_ASSIGNED TASK_
Write the listing out again verbatim, leaving nothing out.

★ ★ ★ ★ ★

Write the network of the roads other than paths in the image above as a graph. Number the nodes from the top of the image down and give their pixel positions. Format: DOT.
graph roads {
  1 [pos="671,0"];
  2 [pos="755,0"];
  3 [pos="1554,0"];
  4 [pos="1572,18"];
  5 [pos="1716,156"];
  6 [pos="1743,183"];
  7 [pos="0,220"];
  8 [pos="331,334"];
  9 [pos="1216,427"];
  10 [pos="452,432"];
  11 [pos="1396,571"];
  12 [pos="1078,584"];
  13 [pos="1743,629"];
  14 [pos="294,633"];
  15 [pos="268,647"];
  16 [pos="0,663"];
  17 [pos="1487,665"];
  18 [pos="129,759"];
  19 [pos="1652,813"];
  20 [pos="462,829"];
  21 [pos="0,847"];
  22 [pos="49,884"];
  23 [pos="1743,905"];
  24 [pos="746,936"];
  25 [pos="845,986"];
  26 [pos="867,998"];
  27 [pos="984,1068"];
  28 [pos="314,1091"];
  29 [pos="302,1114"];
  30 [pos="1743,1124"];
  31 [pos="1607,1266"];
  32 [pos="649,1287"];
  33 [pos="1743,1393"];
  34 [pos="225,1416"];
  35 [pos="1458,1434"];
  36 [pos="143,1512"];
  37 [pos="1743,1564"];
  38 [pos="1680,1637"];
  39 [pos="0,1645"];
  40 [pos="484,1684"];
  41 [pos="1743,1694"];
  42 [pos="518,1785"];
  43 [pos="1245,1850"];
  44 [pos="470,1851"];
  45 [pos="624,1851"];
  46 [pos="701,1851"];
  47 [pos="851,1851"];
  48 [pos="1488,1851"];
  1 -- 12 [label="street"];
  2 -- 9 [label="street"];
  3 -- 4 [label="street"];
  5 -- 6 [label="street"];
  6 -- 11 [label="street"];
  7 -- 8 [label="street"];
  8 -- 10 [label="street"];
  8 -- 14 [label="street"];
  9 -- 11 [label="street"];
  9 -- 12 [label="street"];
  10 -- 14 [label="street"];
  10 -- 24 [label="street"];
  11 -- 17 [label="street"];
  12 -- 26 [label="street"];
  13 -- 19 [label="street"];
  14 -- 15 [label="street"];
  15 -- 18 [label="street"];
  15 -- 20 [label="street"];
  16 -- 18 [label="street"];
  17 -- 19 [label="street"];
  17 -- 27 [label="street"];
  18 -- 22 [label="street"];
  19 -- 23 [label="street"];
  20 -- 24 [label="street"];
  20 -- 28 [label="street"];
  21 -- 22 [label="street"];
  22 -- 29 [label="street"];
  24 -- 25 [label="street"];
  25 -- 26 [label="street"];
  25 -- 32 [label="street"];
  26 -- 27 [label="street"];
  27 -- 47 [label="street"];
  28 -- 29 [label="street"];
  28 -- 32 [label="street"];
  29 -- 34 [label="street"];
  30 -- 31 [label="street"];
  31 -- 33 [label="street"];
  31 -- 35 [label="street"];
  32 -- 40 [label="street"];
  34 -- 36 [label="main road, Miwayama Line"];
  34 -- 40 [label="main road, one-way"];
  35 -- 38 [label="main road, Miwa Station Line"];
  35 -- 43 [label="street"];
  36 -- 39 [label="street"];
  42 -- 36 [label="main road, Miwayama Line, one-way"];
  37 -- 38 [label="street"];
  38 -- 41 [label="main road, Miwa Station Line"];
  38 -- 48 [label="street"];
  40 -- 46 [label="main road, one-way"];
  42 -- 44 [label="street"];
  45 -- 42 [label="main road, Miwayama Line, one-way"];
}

★ ★ ★ ★ ★

_RESPONSE_
Write the network of the roads other than paths in the image above as a graph. Number the nodes from the top of the image down and give their pixel positions. Format: DOT.
graph roads {
  1 [pos="671,0"];
  2 [pos="755,0"];
  3 [pos="1554,0"];
  4 [pos="1572,18"];
  5 [pos="1716,156"];
  6 [pos="1743,183"];
  7 [pos="0,220"];
  8 [pos="331,334"];
  9 [pos="1216,427"];
  10 [pos="452,432"];
  11 [pos="1396,571"];
  12 [pos="1078,584"];
  13 [pos="1743,629"];
  14 [pos="294,633"];
  15 [pos="268,647"];
  16 [pos="0,663"];
  17 [pos="1487,665"];
  18 [pos="129,759"];
  19 [pos="1652,813"];
  20 [pos="462,829"];
  21 [pos="0,847"];
  22 [pos="49,884"];
  23 [pos="1743,905"];
  24 [pos="746,936"];
  25 [pos="845,986"];
  26 [pos="867,998"];
  27 [pos="984,1068"];
  28 [pos="314,1091"];
  29 [pos="302,1114"];
  30 [pos="1743,1124"];
  31 [pos="1607,1266"];
  32 [pos="649,1287"];
  33 [pos="1743,1393"];
  34 [pos="225,1416"];
  35 [pos="1458,1434"];
  36 [pos="143,1512"];
  37 [pos="1743,1564"];
  38 [pos="1680,1637"];
  39 [pos="0,1645"];
  40 [pos="484,1684"];
  41 [pos="1743,1694"];
  42 [pos="518,1785"];
  43 [pos="1245,1850"];
  44 [pos="470,1851"];
  45 [pos="624,1851"];
  46 [pos="701,1851"];
  47 [pos="851,1851"];
  48 [pos="1488,1851"];
  1 -- 12 [label="street"];
  2 -- 9 [label="street"];
  3 -- 4 [label="street"];
  5 -- 6 [label="street"];
  6 -- 11 [label="street"];
  7 -- 8 [label="street"];
  8 -- 10 [label="street"];
  8 -- 14 [label="street"];
  9 -- 11 [label="street"];
  9 -- 12 [label="street"];
  10 -- 14 [label="street"];
  10 -- 24 [label="street"];
  11 -- 17 [label="street"];
  12 -- 26 [label="street"];
  13 -- 19 [label="street"];
  14 -- 15 [label="street"];
  15 -- 18 [label="street"];
  15 -- 20 [label="street"];
  16 -- 18 [label="street"];
  17 -- 19 [label="street"];
  17 -- 27 [label="street"];
  18 -- 22 [label="street"];
  19 -- 23 [label="street"];
  20 -- 24 [label="street"];
  20 -- 28 [label="street"];
  21 -- 22 [label="street"];
  22 -- 29 [label="street"];
  24 -- 25 [label="street"];
  25 -- 26 [label="street"];
  25 -- 32 [label="street"];
  26 -- 27 [label="street"];
  27 -- 47 [label="street"];
  28 -- 29 [label="street"];
  28 -- 32 [label="street"];
  29 -- 34 [label="street"];
  30 -- 31 [label="street"];
  31 -- 33 [label="street"];
  31 -- 35 [label="street"];
  32 -- 40 [label="street"];
  34 -- 36 [label="main road, Miwayama Line"];
  34 -- 40 [label="main road, one-way"];
  35 -- 38 [label="main road, Miwa Station Line"];
  35 -- 43 [label="street"];
  36 -- 39 [label="street"];
  42 -- 36 [label="main road, Miwayama Line, one-way"];
  37 -- 38 [label="street"];
  38 -- 41 [label="main road, Miwa Station Line"];
  38 -- 48 [label="street"];
  40 -- 46 [label="main road, one-way"];
  42 -- 44 [label="street"];
  45 -- 42 [label="main road, Miwayama Line, one-way"];
}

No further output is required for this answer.